Soft independent modeling of class analogies (SIMCA) is a commonly used supervised classification technique in fields such as chemometrics and spectroscopy. The phrase “soft” refers to the ability to place an observation into multiple classes during classification. To build a SIMCA model, implement PCA for each class to obtain a reduced dimension representation. An affine n-dimensional subspace represents each class with n principal components. Next, calculate the mean orthogonal distance (OD) between the training data and the subspace; utilize the mean OD to determine the critical distance. Now that each class has a dimensionally reduced model and a classification threshold, one can test new observations against the classifier model.
The current iteration of BWIQ only gives the end user an accuracy value and a barebones plot after building a SIMCA model. In this exploration, I will employ and explain several analytical and graphical techniques that convey valuable information about the SIMCA model using spectra collected from a sample of calcium nitrate and a sample of magnesium nitrate with a NanoRam 785 nm device. One of the first things we can do after building the SIMCA model is to use the summary() function in R to receive some enlightening statistics about the class model for calcium nitrate:
##
## SIMCA model for class "calcium nitrate" summary
##
## Info:
## Method for critical limits: jm
## Significance level (alpha): 0.05
## Selected number of components: 3
##
## Expvar Cumexpvar Sens (cal) Expvar (cv) Sens (cv)
## Comp 1 70.66 70.66 0.94 55.89 0.88
## Comp 2 4.90 75.56 1.00 2.22 0.81
## Comp 3 3.94 79.49 1.00 2.29 0.62
Next, we call the plot() function with the calcium nitrate model object as the argument to get several informative statistics:
In terms of SIMCA, the scores (also called factor scores or component scores) are the transformed variable values corresponding to particular data points. Another way to describe score is the distance between the projection of the observation onto the principal component axis and the origin.
Modeling power shows the amount each variable contributes to the variation described by the principal components. The default representation in the plot() function displays each variable name over the vertical bars, causing clutter when there are so many variables, as in spectral data.
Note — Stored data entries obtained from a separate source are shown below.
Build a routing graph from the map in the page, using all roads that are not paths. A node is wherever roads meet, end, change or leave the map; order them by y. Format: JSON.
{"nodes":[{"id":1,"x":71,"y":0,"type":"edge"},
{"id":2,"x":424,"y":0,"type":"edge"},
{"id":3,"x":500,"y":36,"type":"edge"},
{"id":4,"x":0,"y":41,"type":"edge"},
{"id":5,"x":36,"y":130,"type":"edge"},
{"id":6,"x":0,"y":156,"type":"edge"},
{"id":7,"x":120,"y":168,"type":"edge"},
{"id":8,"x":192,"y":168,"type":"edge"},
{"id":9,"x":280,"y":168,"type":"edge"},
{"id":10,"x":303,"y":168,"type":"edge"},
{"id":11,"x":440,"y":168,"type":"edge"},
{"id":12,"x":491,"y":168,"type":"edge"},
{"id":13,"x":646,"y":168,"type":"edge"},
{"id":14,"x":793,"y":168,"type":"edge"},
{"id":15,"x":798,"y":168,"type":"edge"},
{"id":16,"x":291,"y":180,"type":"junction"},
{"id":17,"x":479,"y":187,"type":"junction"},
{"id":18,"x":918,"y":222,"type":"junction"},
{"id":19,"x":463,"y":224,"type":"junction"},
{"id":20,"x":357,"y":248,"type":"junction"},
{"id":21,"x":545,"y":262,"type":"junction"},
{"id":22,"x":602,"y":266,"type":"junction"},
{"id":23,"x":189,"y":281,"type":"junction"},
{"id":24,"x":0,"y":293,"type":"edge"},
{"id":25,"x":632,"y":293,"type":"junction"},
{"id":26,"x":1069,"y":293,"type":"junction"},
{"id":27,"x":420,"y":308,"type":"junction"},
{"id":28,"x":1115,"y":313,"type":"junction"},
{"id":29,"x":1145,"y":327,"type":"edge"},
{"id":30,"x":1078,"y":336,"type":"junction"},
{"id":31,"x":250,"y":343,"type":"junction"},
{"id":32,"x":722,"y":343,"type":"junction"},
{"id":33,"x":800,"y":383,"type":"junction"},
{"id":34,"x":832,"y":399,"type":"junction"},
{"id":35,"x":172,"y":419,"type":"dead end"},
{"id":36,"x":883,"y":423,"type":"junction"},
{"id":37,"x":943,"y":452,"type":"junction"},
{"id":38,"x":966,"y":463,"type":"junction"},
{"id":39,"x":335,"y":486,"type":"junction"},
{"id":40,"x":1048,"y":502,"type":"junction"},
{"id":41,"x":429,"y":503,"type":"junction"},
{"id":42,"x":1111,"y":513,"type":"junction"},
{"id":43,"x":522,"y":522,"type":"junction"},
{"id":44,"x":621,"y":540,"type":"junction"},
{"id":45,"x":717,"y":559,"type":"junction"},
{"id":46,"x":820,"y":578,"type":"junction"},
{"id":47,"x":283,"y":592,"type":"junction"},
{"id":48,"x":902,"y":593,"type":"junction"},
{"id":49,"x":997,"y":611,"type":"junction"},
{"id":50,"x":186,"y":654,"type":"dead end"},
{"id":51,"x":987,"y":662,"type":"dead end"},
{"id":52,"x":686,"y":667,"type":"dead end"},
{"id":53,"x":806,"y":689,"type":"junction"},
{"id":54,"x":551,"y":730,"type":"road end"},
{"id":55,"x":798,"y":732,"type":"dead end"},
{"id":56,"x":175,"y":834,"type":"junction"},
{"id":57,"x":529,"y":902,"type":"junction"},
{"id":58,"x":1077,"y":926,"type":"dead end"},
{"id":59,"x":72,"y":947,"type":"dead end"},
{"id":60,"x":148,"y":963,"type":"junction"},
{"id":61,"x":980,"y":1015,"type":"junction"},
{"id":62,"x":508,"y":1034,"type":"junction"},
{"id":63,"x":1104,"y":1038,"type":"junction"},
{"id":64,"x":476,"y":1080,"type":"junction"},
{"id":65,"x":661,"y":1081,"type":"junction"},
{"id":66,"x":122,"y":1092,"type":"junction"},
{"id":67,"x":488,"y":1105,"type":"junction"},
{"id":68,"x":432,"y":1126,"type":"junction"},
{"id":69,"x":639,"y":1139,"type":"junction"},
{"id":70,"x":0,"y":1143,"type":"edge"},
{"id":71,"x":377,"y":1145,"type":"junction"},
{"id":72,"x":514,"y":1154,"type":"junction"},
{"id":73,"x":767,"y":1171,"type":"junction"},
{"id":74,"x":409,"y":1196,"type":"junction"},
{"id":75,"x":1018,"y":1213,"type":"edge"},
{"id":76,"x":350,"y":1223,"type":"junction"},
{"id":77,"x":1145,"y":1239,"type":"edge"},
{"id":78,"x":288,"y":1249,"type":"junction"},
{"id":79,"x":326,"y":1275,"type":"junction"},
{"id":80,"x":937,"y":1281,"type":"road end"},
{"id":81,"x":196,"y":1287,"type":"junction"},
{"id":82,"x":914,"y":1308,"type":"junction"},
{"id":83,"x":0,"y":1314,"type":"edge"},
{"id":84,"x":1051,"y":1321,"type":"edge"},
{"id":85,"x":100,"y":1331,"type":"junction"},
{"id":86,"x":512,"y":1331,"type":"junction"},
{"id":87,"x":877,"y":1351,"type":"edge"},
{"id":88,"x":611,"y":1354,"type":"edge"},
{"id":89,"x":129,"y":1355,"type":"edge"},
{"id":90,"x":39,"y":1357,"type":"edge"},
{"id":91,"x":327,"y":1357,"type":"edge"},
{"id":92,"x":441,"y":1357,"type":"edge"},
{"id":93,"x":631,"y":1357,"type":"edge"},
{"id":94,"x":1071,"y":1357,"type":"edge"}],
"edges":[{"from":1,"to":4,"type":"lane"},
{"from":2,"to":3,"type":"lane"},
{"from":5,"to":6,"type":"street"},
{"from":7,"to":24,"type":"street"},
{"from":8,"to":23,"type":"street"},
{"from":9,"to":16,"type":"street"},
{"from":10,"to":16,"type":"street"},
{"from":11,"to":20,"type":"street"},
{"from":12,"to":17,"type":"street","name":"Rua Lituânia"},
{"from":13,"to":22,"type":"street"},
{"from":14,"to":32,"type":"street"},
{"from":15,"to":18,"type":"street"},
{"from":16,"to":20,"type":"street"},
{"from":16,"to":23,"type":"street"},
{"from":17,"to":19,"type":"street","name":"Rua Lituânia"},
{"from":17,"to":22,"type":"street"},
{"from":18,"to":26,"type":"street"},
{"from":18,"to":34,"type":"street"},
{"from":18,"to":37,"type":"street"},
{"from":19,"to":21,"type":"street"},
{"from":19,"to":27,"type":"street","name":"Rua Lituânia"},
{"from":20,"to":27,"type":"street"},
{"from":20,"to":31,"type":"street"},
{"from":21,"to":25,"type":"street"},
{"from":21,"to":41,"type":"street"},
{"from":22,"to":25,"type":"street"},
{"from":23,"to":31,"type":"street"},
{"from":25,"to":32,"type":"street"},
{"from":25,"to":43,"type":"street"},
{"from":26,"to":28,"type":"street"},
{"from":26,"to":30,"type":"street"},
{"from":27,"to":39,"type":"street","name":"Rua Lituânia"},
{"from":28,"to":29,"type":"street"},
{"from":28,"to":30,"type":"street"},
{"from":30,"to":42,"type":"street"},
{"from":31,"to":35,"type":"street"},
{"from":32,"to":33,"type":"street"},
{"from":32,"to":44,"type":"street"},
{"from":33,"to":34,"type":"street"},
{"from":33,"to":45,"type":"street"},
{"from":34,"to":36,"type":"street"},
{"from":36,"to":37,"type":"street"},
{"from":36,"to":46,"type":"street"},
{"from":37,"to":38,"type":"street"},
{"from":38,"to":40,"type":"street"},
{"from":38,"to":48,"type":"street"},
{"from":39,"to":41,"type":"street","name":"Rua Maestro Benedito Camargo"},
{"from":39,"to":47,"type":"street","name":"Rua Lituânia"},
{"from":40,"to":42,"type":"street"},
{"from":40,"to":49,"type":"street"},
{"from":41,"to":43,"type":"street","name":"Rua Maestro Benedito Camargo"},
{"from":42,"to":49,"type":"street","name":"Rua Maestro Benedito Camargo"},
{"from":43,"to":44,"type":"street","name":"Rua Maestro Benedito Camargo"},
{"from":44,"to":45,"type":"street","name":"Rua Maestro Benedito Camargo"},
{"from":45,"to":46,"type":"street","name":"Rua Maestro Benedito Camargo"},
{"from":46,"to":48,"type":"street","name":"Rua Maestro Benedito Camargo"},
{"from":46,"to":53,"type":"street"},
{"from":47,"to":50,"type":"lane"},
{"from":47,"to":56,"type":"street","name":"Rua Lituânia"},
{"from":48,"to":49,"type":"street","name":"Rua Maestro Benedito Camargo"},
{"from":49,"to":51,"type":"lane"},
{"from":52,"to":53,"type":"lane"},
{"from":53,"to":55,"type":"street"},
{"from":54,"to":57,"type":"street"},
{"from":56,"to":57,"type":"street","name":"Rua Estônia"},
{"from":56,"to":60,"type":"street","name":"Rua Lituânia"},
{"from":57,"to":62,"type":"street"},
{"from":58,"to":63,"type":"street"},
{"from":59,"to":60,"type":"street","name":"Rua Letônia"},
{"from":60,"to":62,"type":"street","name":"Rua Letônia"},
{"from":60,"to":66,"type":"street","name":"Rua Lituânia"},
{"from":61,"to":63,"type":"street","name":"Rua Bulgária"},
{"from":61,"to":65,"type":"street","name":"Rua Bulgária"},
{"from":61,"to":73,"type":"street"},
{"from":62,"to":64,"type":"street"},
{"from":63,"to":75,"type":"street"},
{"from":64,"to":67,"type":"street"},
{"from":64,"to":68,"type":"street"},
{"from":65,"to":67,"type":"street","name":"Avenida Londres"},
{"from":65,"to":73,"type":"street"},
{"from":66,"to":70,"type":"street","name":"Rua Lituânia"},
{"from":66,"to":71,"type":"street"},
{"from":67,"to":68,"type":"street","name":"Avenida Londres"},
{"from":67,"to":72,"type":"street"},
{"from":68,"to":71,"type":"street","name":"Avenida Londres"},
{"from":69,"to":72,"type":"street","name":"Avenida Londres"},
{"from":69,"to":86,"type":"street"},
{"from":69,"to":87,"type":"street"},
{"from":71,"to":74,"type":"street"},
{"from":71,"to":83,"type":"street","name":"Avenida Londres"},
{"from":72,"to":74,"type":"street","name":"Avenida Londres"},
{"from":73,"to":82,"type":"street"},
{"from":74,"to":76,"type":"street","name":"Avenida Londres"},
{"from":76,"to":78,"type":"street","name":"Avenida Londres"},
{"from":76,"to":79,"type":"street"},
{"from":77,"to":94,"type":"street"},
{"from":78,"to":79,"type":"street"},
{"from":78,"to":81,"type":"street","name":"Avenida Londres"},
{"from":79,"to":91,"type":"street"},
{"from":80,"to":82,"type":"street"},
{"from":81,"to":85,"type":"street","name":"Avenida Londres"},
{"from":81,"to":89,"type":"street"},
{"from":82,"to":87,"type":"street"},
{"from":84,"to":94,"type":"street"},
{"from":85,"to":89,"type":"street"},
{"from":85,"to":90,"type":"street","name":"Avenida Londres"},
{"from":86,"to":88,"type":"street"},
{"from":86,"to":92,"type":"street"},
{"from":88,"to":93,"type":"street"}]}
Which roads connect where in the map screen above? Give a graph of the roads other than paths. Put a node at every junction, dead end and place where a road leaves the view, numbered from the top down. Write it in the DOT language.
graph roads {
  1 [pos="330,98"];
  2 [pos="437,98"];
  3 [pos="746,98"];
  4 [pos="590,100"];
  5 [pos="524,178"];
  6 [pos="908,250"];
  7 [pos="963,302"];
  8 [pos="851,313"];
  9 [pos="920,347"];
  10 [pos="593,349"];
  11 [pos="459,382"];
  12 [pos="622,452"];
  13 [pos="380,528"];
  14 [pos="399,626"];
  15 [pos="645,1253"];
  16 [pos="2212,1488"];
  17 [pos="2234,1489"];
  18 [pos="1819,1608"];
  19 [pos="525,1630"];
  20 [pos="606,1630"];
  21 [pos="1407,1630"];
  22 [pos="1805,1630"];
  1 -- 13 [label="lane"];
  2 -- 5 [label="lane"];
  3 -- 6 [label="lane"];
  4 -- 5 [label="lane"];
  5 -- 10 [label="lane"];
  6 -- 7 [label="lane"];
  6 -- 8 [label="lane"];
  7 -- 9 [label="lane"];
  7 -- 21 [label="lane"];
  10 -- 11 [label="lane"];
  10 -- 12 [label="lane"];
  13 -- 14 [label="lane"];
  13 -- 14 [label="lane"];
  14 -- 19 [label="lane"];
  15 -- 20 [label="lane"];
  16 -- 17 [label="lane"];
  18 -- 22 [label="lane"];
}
Squared residual distance (Q) and Hotelling’s T-squared are summary statistics typically used in factor-based models, which quantify how well a model describes a given observation and detect outliers. Q residual uses the sum of squares of each observation in the error matrix, which means that the Q residual measures the difference between an observation and its projection into the space defined by the principal component eigenvectors. For the ith observation, calculate the Q residual using the following formula, where \(e_i\) is the ith row of the error matrix E:
\[Q_i = e_ie_i^T\]
Hotelling’s T-squared statistic uses the sum of normalized squared scores, which means it measures the variation within each observation in the PCA class model. Hotelling’s T-squared gives the distance between the projection of the observation onto the principal component eigenvectors and the multivariate mean. The Hotelling distribution is as follows, where S is the sample covariance matrix:
\[T^2 = (\bar{x} - \mu_0)^T S^{-1} (\bar{x} - \mu_0)\]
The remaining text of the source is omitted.